[Collected data]

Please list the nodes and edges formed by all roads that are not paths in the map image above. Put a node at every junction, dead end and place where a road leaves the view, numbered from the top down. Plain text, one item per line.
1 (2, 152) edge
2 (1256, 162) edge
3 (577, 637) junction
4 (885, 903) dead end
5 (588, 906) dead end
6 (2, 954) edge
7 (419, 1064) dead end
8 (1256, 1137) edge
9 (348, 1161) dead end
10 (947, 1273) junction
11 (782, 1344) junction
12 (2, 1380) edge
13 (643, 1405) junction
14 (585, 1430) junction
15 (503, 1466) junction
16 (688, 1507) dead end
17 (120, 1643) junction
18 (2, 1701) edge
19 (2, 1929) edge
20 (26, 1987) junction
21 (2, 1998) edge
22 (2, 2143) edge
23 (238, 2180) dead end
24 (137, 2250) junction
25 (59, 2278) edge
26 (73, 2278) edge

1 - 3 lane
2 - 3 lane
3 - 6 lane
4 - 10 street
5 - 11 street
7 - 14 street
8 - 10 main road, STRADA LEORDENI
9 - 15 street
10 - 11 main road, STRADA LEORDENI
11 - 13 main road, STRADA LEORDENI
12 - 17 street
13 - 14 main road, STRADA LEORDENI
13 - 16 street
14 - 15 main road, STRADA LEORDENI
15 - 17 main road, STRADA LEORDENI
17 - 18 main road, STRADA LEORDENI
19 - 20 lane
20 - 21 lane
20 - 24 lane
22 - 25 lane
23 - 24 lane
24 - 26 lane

* **What needs to be done**
Return what is listed above, exactly and completely.

* **Completed exercise**
Please list the nodes and edges formed by all roads that are not paths in the map image above. Put a node at every junction, dead end and place where a road leaves the view, numbered from the top down. Plain text, one item per line.
1 (2, 152) edge
2 (1256, 162) edge
3 (577, 637) junction
4 (885, 903) dead end
5 (588, 906) dead end
6 (2, 954) edge
7 (419, 1064) dead end
8 (1256, 1137) edge
9 (348, 1161) dead end
10 (947, 1273) junction
11 (782, 1344) junction
12 (2, 1380) edge
13 (643, 1405) junction
14 (585, 1430) junction
15 (503, 1466) junction
16 (688, 1507) dead end
17 (120, 1643) junction
18 (2, 1701) edge
19 (2, 1929) edge
20 (26, 1987) junction
21 (2, 1998) edge
22 (2, 2143) edge
23 (238, 2180) dead end
24 (137, 2250) junction
25 (59, 2278) edge
26 (73, 2278) edge

1 - 3 lane
2 - 3 lane
3 - 6 lane
4 - 10 street
5 - 11 street
7 - 14 street
8 - 10 main road, STRADA LEORDENI
9 - 15 street
10 - 11 main road, STRADA LEORDENI
11 - 13 main road, STRADA LEORDENI
12 - 17 street
13 - 14 main road, STRADA LEORDENI
13 - 16 street
14 - 15 main road, STRADA LEORDENI
15 - 17 main road, STRADA LEORDENI
17 - 18 main road, STRADA LEORDENI
19 - 20 lane
20 - 21 lane
20 - 24 lane
22 - 25 lane
23 - 24 lane
24 - 26 lane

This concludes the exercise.